● Prompt: Print all the records below, word for word and in full.

● Source information:
<<<<

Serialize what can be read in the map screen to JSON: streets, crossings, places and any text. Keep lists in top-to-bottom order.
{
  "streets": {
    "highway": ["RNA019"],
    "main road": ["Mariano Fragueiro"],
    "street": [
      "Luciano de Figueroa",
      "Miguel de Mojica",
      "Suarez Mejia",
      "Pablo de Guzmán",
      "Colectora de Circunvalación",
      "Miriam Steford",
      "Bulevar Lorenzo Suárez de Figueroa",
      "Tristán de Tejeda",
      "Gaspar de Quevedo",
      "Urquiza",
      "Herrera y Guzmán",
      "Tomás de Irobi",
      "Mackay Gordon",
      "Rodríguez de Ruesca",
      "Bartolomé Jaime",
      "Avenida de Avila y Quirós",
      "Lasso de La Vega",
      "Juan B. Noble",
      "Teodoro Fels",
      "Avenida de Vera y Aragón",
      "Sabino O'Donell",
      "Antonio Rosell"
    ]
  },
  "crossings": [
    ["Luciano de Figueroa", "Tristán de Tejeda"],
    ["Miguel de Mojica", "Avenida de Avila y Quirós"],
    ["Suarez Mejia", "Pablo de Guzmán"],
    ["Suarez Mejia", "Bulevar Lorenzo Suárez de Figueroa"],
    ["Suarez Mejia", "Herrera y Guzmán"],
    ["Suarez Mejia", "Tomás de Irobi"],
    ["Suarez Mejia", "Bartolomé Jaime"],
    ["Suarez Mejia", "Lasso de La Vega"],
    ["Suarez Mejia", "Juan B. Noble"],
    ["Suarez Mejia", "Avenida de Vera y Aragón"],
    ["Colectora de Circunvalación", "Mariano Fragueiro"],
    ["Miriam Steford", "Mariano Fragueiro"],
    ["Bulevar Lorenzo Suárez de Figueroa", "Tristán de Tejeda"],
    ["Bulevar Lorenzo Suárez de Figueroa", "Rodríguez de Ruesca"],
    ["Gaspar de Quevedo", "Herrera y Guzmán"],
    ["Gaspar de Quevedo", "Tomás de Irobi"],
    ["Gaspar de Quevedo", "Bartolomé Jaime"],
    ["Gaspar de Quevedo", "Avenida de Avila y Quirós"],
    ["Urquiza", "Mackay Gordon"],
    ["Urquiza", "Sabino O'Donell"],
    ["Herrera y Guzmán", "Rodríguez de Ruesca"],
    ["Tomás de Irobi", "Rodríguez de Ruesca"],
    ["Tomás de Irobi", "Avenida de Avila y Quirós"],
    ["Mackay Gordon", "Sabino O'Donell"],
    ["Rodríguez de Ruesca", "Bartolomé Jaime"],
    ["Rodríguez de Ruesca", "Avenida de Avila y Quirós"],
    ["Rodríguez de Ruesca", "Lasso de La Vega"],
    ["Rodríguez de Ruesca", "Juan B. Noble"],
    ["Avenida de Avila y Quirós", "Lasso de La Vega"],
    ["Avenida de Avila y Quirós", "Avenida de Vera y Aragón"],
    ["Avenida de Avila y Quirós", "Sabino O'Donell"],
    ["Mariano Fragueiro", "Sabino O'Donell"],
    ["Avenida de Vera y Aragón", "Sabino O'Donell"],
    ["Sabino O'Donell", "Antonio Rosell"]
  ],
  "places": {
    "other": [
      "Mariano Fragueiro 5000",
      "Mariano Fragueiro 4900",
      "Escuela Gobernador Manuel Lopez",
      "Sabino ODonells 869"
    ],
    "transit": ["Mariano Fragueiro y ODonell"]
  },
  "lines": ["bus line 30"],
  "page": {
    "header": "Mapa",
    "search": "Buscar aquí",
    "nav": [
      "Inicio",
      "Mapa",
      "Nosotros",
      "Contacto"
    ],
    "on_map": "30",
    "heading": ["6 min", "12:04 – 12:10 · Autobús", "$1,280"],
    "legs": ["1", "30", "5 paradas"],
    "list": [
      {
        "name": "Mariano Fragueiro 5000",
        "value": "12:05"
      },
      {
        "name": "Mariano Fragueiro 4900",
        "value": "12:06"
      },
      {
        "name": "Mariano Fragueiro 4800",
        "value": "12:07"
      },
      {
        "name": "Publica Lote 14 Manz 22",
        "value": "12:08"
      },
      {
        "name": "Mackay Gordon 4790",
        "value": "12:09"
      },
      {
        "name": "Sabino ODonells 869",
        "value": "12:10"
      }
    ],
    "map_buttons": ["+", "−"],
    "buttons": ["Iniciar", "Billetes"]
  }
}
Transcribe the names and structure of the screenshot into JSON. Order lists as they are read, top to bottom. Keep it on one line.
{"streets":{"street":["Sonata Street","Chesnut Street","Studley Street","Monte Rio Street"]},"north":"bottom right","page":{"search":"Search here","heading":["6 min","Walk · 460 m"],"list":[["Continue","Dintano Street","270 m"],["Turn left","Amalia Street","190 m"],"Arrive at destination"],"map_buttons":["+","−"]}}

>>>>

● Exercise solution:
Serialize what can be read in the map screen to JSON: streets, crossings, places and any text. Keep lists in top-to-bottom order.
{
  "streets": {
    "highway": ["RNA019"],
    "main road": ["Mariano Fragueiro"],
    "street": [
      "Luciano de Figueroa",
      "Miguel de Mojica",
      "Suarez Mejia",
      "Pablo de Guzmán",
      "Colectora de Circunvalación",
      "Miriam Steford",
      "Bulevar Lorenzo Suárez de Figueroa",
      "Tristán de Tejeda",
      "Gaspar de Quevedo",
      "Urquiza",
      "Herrera y Guzmán",
      "Tomás de Irobi",
      "Mackay Gordon",
      "Rodríguez de Ruesca",
      "Bartolomé Jaime",
      "Avenida de Avila y Quirós",
      "Lasso de La Vega",
      "Juan B. Noble",
      "Teodoro Fels",
      "Avenida de Vera y Aragón",
      "Sabino O'Donell",
      "Antonio Rosell"
    ]
  },
  "crossings": [
    ["Luciano de Figueroa", "Tristán de Tejeda"],
    ["Miguel de Mojica", "Avenida de Avila y Quirós"],
    ["Suarez Mejia", "Pablo de Guzmán"],
    ["Suarez Mejia", "Bulevar Lorenzo Suárez de Figueroa"],
    ["Suarez Mejia", "Herrera y Guzmán"],
    ["Suarez Mejia", "Tomás de Irobi"],
    ["Suarez Mejia", "Bartolomé Jaime"],
    ["Suarez Mejia", "Lasso de La Vega"],
    ["Suarez Mejia", "Juan B. Noble"],
    ["Suarez Mejia", "Avenida de Vera y Aragón"],
    ["Colectora de Circunvalación", "Mariano Fragueiro"],
    ["Miriam Steford", "Mariano Fragueiro"],
    ["Bulevar Lorenzo Suárez de Figueroa", "Tristán de Tejeda"],
    ["Bulevar Lorenzo Suárez de Figueroa", "Rodríguez de Ruesca"],
    ["Gaspar de Quevedo", "Herrera y Guzmán"],
    ["Gaspar de Quevedo", "Tomás de Irobi"],
    ["Gaspar de Quevedo", "Bartolomé Jaime"],
    ["Gaspar de Quevedo", "Avenida de Avila y Quirós"],
    ["Urquiza", "Mackay Gordon"],
    ["Urquiza", "Sabino O'Donell"],
    ["Herrera y Guzmán", "Rodríguez de Ruesca"],
    ["Tomás de Irobi", "Rodríguez de Ruesca"],
    ["Tomás de Irobi", "Avenida de Avila y Quirós"],
    ["Mackay Gordon", "Sabino O'Donell"],
    ["Rodríguez de Ruesca", "Bartolomé Jaime"],
    ["Rodríguez de Ruesca", "Avenida de Avila y Quirós"],
    ["Rodríguez de Ruesca", "Lasso de La Vega"],
    ["Rodríguez de Ruesca", "Juan B. Noble"],
    ["Avenida de Avila y Quirós", "Lasso de La Vega"],
    ["Avenida de Avila y Quirós", "Avenida de Vera y Aragón"],
    ["Avenida de Avila y Quirós", "Sabino O'Donell"],
    ["Mariano Fragueiro", "Sabino O'Donell"],
    ["Avenida de Vera y Aragón", "Sabino O'Donell"],
    ["Sabino O'Donell", "Antonio Rosell"]
  ],
  "places": {
    "other": [
      "Mariano Fragueiro 5000",
      "Mariano Fragueiro 4900",
      "Escuela Gobernador Manuel Lopez",
      "Sabino ODonells 869"
    ],
    "transit": ["Mariano Fragueiro y ODonell"]
  },
  "lines": ["bus line 30"],
  "page": {
    "header": "Mapa",
    "search": "Buscar aquí",
    "nav": [
      "Inicio",
      "Mapa",
      "Nosotros",
      "Contacto"
    ],
    "on_map": "30",
    "heading": ["6 min", "12:04 – 12:10 · Autobús", "$1,280"],
    "legs": ["1", "30", "5 paradas"],
    "list": [
      {
        "name": "Mariano Fragueiro 5000",
        "value": "12:05"
      },
      {
        "name": "Mariano Fragueiro 4900",
        "value": "12:06"
      },
      {
        "name": "Mariano Fragueiro 4800",
        "value": "12:07"
      },
      {
        "name": "Publica Lote 14 Manz 22",
        "value": "12:08"
      },
      {
        "name": "Mackay Gordon 4790",
        "value": "12:09"
      },
      {
        "name": "Sabino ODonells 869",
        "value": "12:10"
      }
    ],
    "map_buttons": ["+", "−"],
    "buttons": ["Iniciar", "Billetes"]
  }
}
Transcribe the names and structure of the screenshot into JSON. Order lists as they are read, top to bottom. Keep it on one line.
{"streets":{"street":["Sonata Street","Chesnut Street","Studley Street","Monte Rio Street"]},"north":"bottom right","page":{"search":"Search here","heading":["6 min","Walk · 460 m"],"list":[["Continue","Dintano Street","270 m"],["Turn left","Amalia Street","190 m"],"Arrive at destination"],"map_buttons":["+","−"]}}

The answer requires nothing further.